Моя рука легла на висящие на поясе ножны, уверенным жестом вынула хрустальный клинок. Глаза марионетки испуганно расширились, она отшатнулась назад. Но где бы она сейчас ни находилась, вырваться оттуда не могла.
Зеленые глаза неотрывно следили за зажатым в моей руке клинком, который с каждым моим шагом становился все ближе. Марионетка поняла свою ошибку, но почему-то не могла ее исправить, отослав меня обратно в дом, где у меня против нее не было бы ни единого шанса.
Не могла или не хотела. Я видела в ее взгляде смирение. Даже… облегчение. Она устала от боли и сжигавшей ее изнутри ненависти.
Я приблизилась к кукле – здесь, в безликой серости, мы оказались одного роста. Размахнувшись, с силой опустила кинжал. Снова и снова.
Вопреки моим ожиданиям, даже клинок из сердца Истинного Дара не смог перерубить зачарованные нити. Но как только лезвие коснулось прицепленных к ногам куклы нитей, они стали хрупкими и рассыпались в пыль. Лишенная поддержки, марионетка упала на колени.

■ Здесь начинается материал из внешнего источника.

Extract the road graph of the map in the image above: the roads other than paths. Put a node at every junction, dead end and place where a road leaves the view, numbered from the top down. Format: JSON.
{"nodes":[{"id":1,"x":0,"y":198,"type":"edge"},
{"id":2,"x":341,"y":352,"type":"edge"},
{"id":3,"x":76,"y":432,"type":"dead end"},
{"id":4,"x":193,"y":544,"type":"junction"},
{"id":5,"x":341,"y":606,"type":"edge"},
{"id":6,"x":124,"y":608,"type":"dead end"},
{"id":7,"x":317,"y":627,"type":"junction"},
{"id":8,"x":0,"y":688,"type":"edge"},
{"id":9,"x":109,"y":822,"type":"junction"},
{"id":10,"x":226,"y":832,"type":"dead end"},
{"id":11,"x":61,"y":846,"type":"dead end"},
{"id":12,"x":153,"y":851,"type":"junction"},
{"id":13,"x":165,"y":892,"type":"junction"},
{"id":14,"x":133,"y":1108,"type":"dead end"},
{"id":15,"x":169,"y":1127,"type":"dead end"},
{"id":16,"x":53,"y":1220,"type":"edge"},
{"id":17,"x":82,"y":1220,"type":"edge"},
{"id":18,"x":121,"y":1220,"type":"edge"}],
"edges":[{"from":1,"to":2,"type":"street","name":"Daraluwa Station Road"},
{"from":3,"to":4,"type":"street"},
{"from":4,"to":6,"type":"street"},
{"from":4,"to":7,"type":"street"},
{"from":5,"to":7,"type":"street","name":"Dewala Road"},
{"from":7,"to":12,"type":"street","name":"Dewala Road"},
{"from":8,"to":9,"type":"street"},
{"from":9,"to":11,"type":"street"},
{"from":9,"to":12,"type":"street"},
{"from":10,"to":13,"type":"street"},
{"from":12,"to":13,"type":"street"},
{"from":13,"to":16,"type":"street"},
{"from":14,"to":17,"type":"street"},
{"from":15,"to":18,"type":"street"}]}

Подняла глаза, в которых отражались растерянность и безграничная благодарность.
Путы, сдерживающие ее руки, рассыпались. Марионетка была свободна.
Закрыв лицо руками, она расплакалась от облегчения. Прошептала:
– Спасибо.
Окружающая меня серость рассеялась. Я оказалась все в той же безумной пародии на кукольный театр. Его стены, задрожав, сложились, как карточный домик. Я не удержалась и провела по ним рукой. Действительно, картон. Оказавшись на земле, стены превратились в пыль. Когда она улеглась, я обнаружила себя стоящей посреди поляны рядом с бывшими пленниками кукольного дома. Живыми, подвижными. Растерянно переглядываясь, они постепенно разбредались – каждый в свою сторону. Ушла и я.
Пройдя всего несколько шагов по уже знакомой широкой дороге, я остановилась. На земле сидел прелестный котенок с белоснежной шкуркой и прелестными бирюзовыми глазами. Всегда неравнодушная ко всем представителям кошачьих, я восторженно ахнула и наклонилась к милому ушастику, чтобы его погладить. И только тогда заметила черные пятнышки, украшавшие бело-серебристую шубку. Резко отстранилась, глядя на котенка во все глаза.
– К… Конто?? – Моему изумлению не было предела.
– Мяу, – мрачно буркнул котенок. Голос был высоковат, но в нем определенно угадывались знакомые нотки.
Откинув голову назад, я расхохоталась.
– Конто… ты… что с тобой? – еле выдавила я, вытирая выступившие в уголках глаз слезы.
– Тебе смешно, – изо всех сил стараясь казаться обиженным, пропищал Конто.